This work is aimed at investigating the influence of changes in the content of hemicelluloses of the autohydrolyzed poplar sapwood on the subsequent alkali impregnation for chemi-mechanical pulping (CMP). An alkali impregnation process was conducted using the autohydrolyzed poplar sapwood with different content of hemicelluloses as raw materials. The results showed that both the amount of NaOH consumption and swelling degree of poplar sapwood increased with the removal of hemicelluloses, thus enhancing the alkali impregnation effectiveness. The hemicelluloses removal can also shorten the alkali impregnation time for the autohydrolyzed poplar sapwood to achieve the similar impregnation effectiveness of unautohydrolyzed poplar sapwood. All of these can be attributed to the fact that the hemicelluloses removal would result in the exposure of more free hydroxyl groups on the cellulose and an increase in the porosity of the fiber cell walls.

Introduction

As a fractionation method of biomass chemical composition, autohydrolysis pretreatment has been widely studied by many researchers due to its cost-effectiveness in the removal of hemicelluloses. Yoon et al. (2008) found that autohydrolysis of loblolly pine chips could lead to the removal of a great part of hemicelluloses, with a minor dissolution of lignin and celluloses. Duarte et al. (2011) studied the influence of autohydrolysis on the mechanical properties of sugar maple kraft pulp fibers. They noticed that the fiber lengths had little change, while the fines content was reduced, and the tensile and burst strengths of the corresponding handsheets also had significant losses after autohydrolysis pretreatment. When autohydrolysis pretreatment was applied to chemi-thermomechanical pulping (CTMP) (i.e., one kind of chemi-mechanical pulping (CMP)), it could be beneficial not only to the high-value utilization of hemicelluloses in wood raw materials but also to the reduction of refining energy consumption with acceptable variation of pulp properties (Hou et al., 2014).

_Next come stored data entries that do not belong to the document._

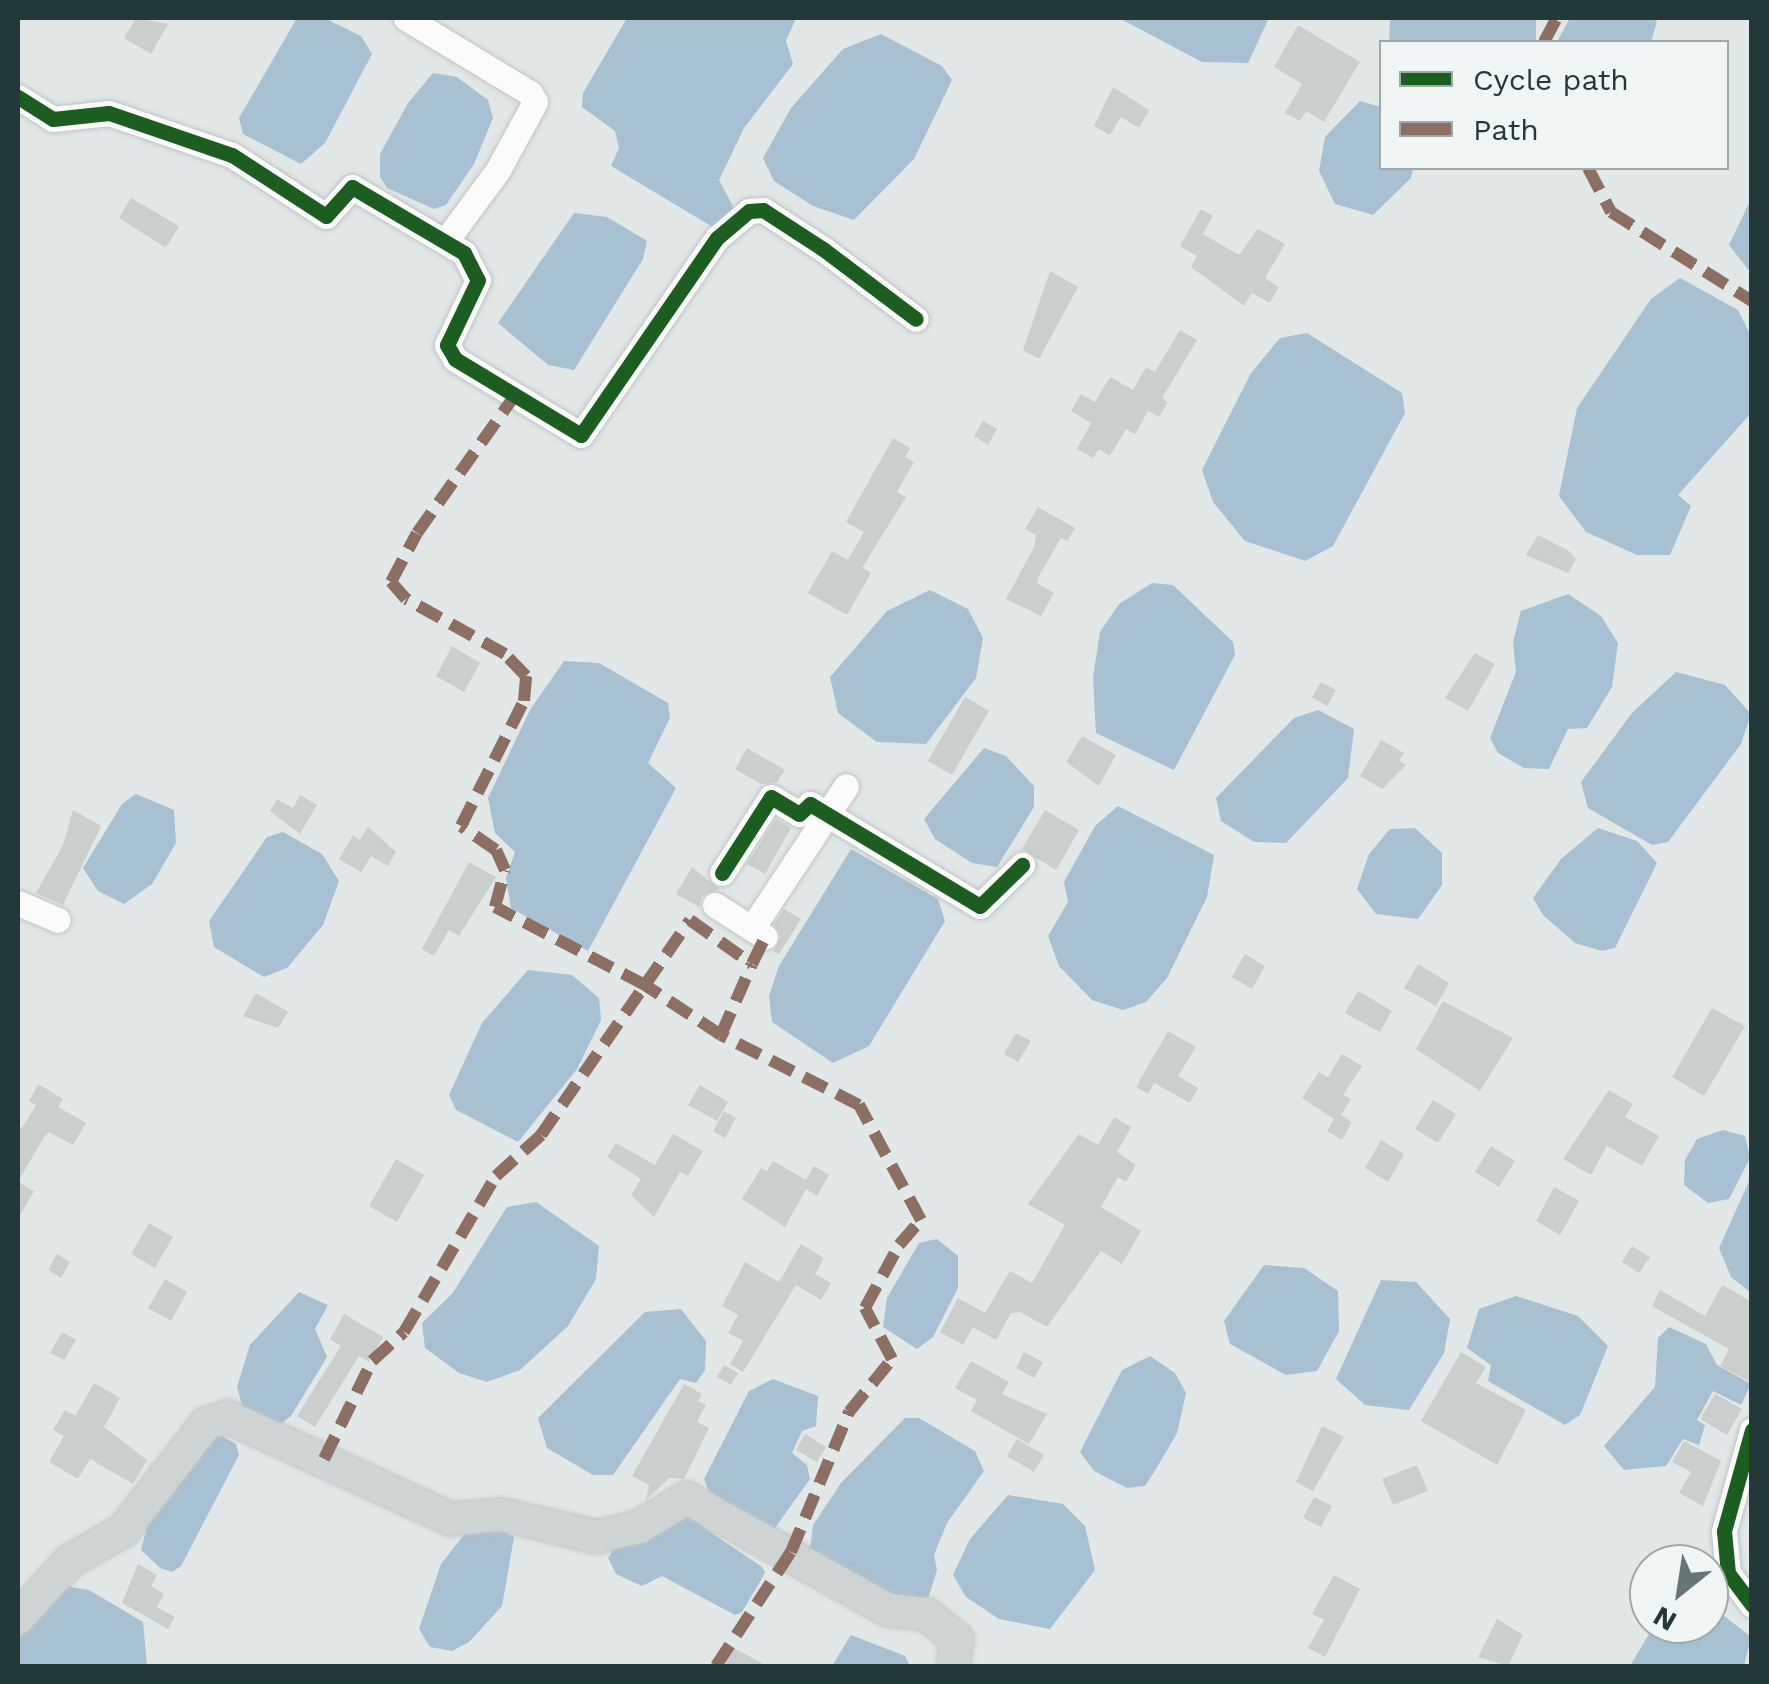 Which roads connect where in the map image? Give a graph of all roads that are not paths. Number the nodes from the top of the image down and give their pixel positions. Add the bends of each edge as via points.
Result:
1 (406, 18) edge
2 (18, 97) edge
3 (446, 242) junction
4 (916, 319) dead end
5 (846, 786) dead end
6 (828, 814) junction
7 (1022, 865) dead end
8 (722, 873) dead end
9 (18, 904) edge
10 (715, 905) dead end
11 (58, 920) dead end
12 (1752, 1430) edge
13 (1752, 1605) edge
14 (18, 1618) edge
15 (953, 1666) edge

1 - 3 street via 530,93 534,102 498,170
2 - 3 street via 53,119 109,114 232,155 326,216 352,188
3 - 4 street via 464,253 478,280 448,345 455,359 581,435 717,238 749,211 762,210 823,249
5 - 6 street
6 - 7 street via 980,906
6 - 8 street via 810,804 799,814 771,797
6 - 10 street via 758,932
9 - 11 street
12 - 13 street via 1724,1530 1728,1573
14 - 15 main road via 70,1562 124,1530 206,1424 228,1417 452,1518 503,1515 597,1537 638,1528 687,1498 888,1610 926,1614 957,1639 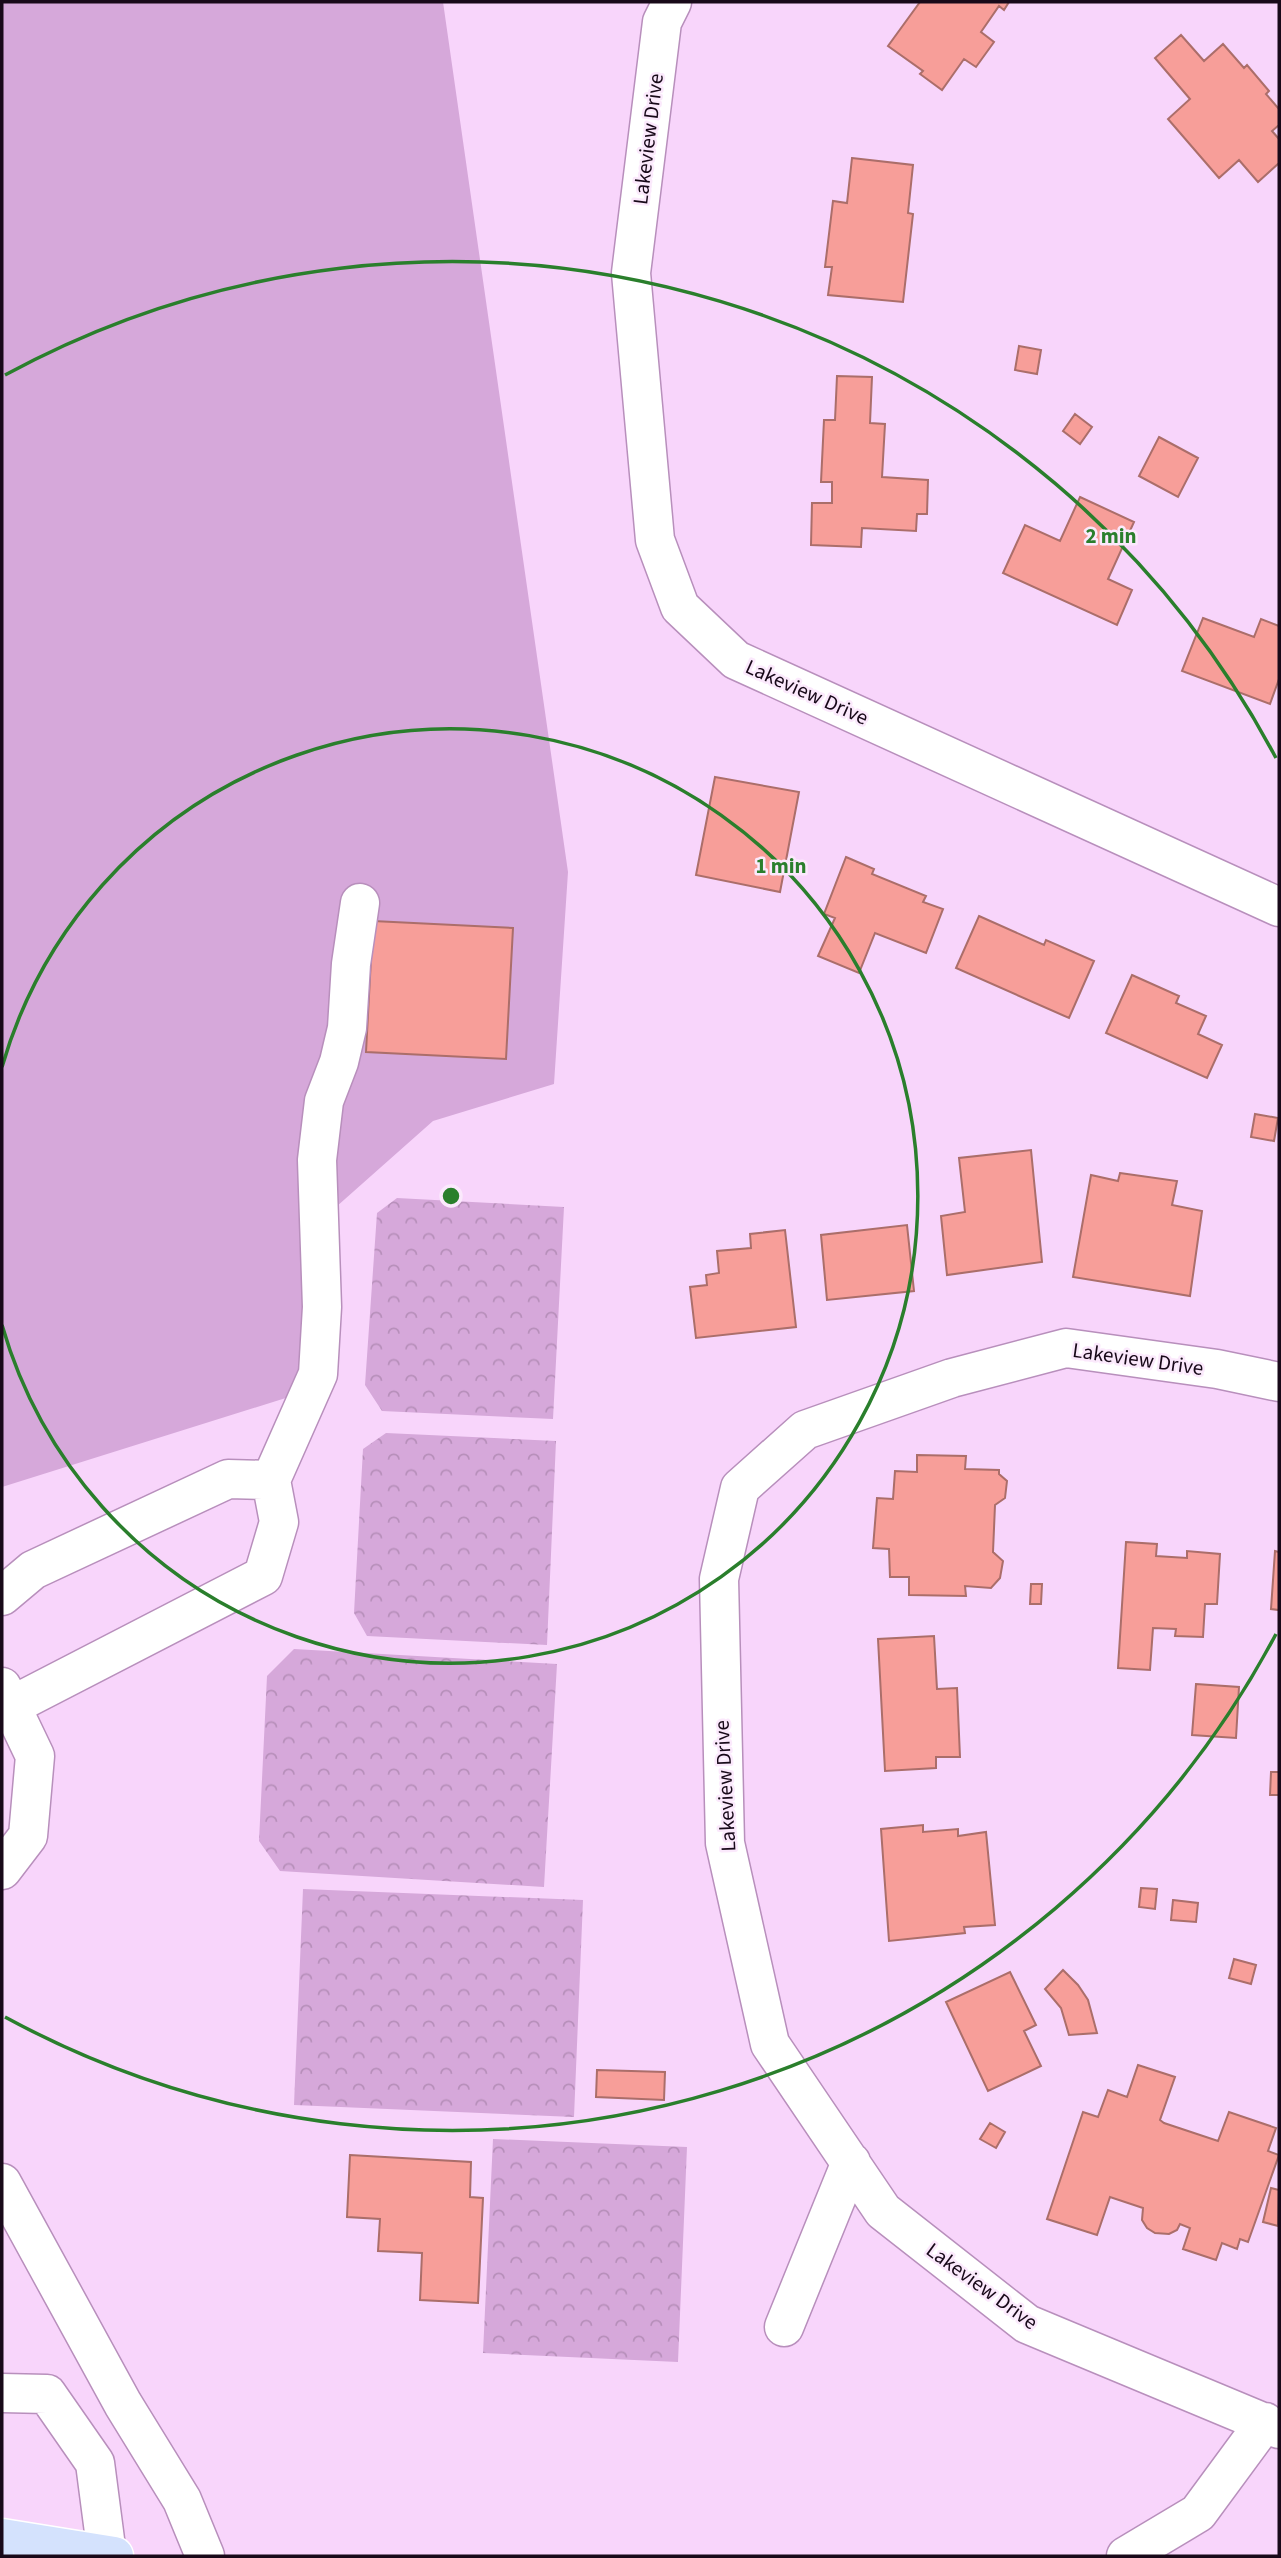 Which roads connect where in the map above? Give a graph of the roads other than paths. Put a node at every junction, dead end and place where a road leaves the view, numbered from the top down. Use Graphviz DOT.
graph roads {
  1 [pos="672,2"];
  2 [pos="360,904"];
  3 [pos="1279,907"];
  4 [pos="1279,1382"];
  5 [pos="271,1480"];
  6 [pos="2,1596"];
  7 [pos="6,1697"];
  8 [pos="2,1870"];
  9 [pos="851,2162"];
  10 [pos="2,2183"];
  11 [pos="784,2327"];
  12 [pos="2,2393"];
  13 [pos="1272,2426"];
  14 [pos="2,2538"];
  15 [pos="111,2556"];
  16 [pos="205,2556"];
  17 [pos="1126,2556"];
  1 -- 3 [label="street, Lakeview Drive"];
  2 -- 5 [label="street"];
  4 -- 9 [label="street, Lakeview Drive"];
  5 -- 6 [label="street"];
  5 -- 7 [label="street"];
  7 -- 8 [label="street"];
  9 -- 11 [label="street"];
  9 -- 13 [label="street, Lakeview Drive"];
  10 -- 16 [label="street"];
  12 -- 15 [label="street"];
  13 -- 17 [label="street"];
  14 -- 15 [label="main road"];
} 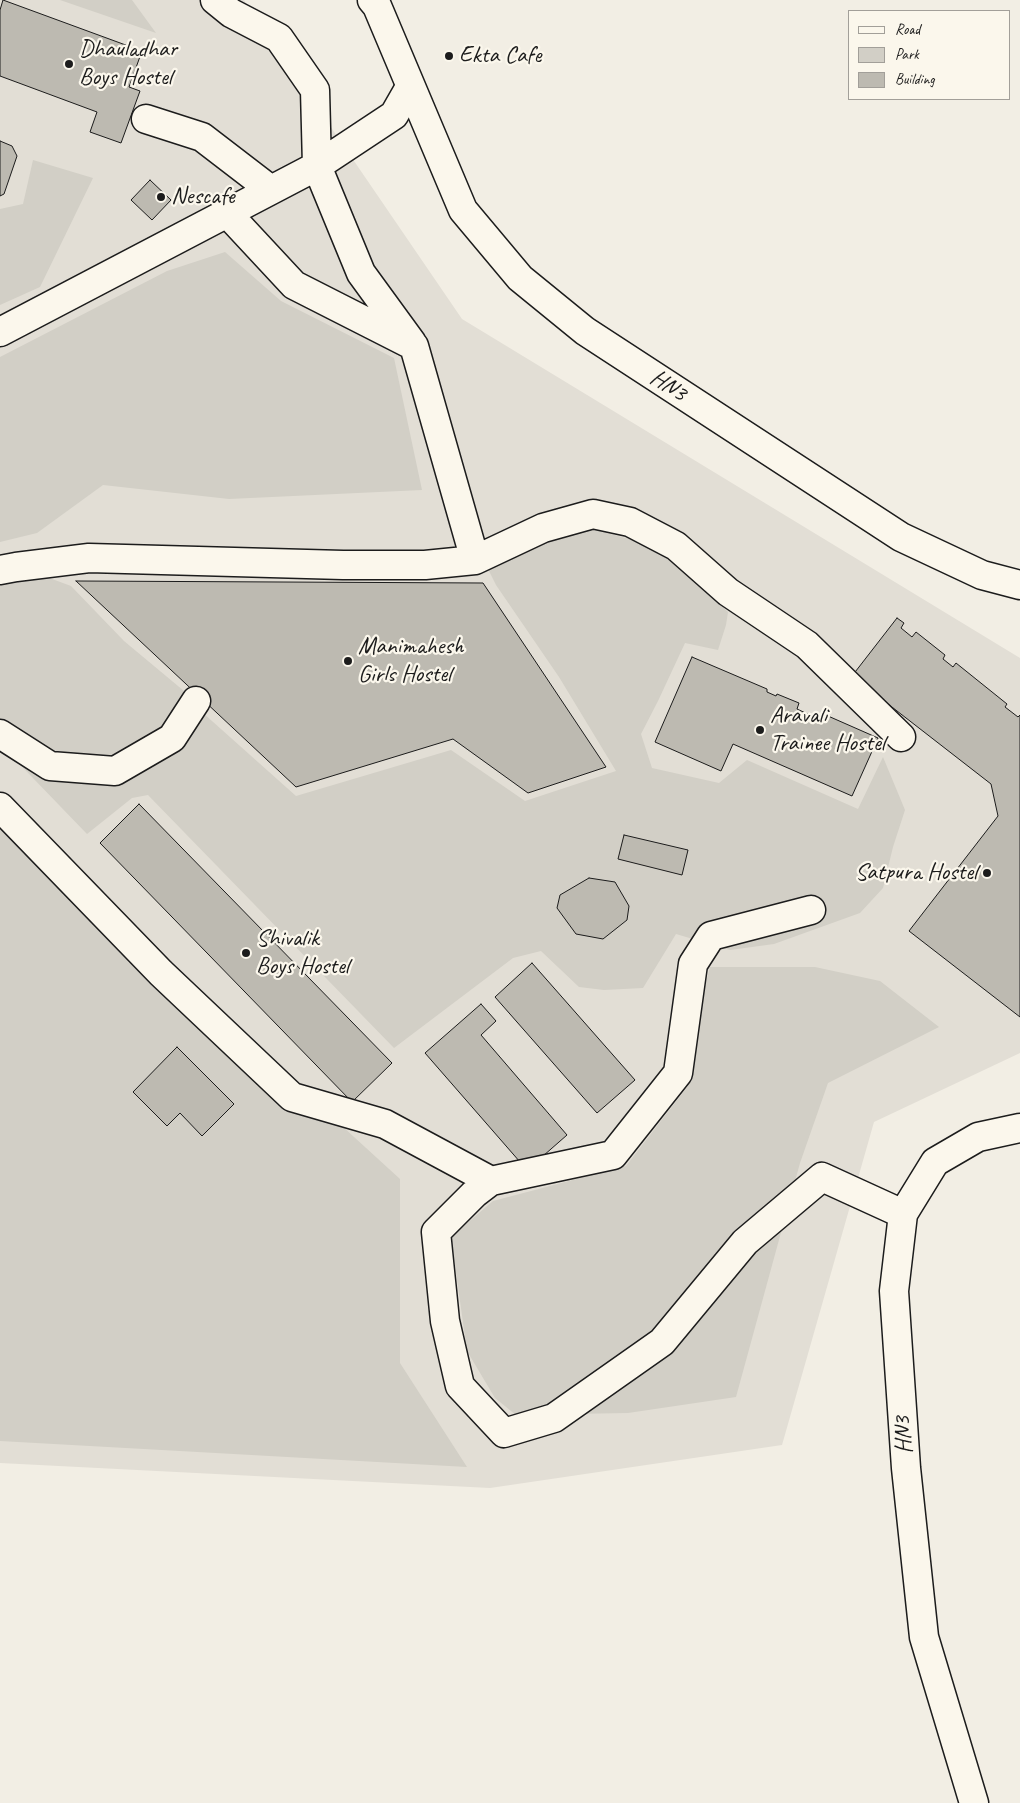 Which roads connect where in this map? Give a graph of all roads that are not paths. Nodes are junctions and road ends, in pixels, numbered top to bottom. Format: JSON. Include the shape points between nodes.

During autohydrolysis pretreatment, hydronium ions can react with the acetyl groups on the side chains of the xylan in hardwood, and the resultant acetic acid will act as the catalytic agent to further promote more removal of the acetyl groups (Gütsch et al., 2012, Li et al., 2014). The content of hemicelluloses in the autohydrolyzed wood chips will be reduced significantly, and thus inevitably affect the subsequent alkali impregnation in CMP using the autohydrolyzed wood chips as raw materials.

Alkali impregnation is an important process commonly used in CMP. A homogeneous impregnation determines the chemical distribution in the interior of wood matrix, which affects the properties of resultant pulp (Bengtsson and Simonson, 1984, Malkov et al., 2003, Zanuttini and Marzocchi, 2003). Zanuttini and Marzocchi (2003) confirmed that the wood alkali swelling, which increased with the reinforcement of the alkaline action, could determine the strength and optical properties of chemi-mechanical pulp. In addition, the energy consumption of further refining in CTMP was also drastically reduced by alkali impregnation (Stationwala, 1994, Shen et al., 2002).

An alkali impregnation process involves both mass transfer and chemical reaction. There are three factors influence the mass transfer in wood chips (Malkov, 2002; Bao and Lv, 1992), which relate to the properties of wood itself, impregnation liquor properties and the process conditions. Among them, the most important factors are the structure of wood capillaries and wood chemical composition (Malkov, 2002). While for the chemical reaction, the alkali added would react mainly with the acetyl groups and other weak acidic groups of wood (Katz et al., 1981). These reactions, which are expected in the alkali impregnation process, are favorable for the subsequent refining and defibrillation in CTMP (Zanuttini and Marzocchi, 1997, Sixta, 2006). The direct relationship between wood fiber swelling and the content of acetyl groups has been established by Zanuttini and his co-workers (Zanuttini et al., 1998, Zanuttini et al., 2003). They also found that the deacetylation reaction accounted for the most of the alkali consumption in the alkali impregnation, and that the swelling caused by the alkali impregnation was related to the acetyl groups, which mainly come from the hemicelluloses chains, rather than acidic groups. Evidently, the content of hemicelluloses, in great part, determines the alkali impregnation effectiveness.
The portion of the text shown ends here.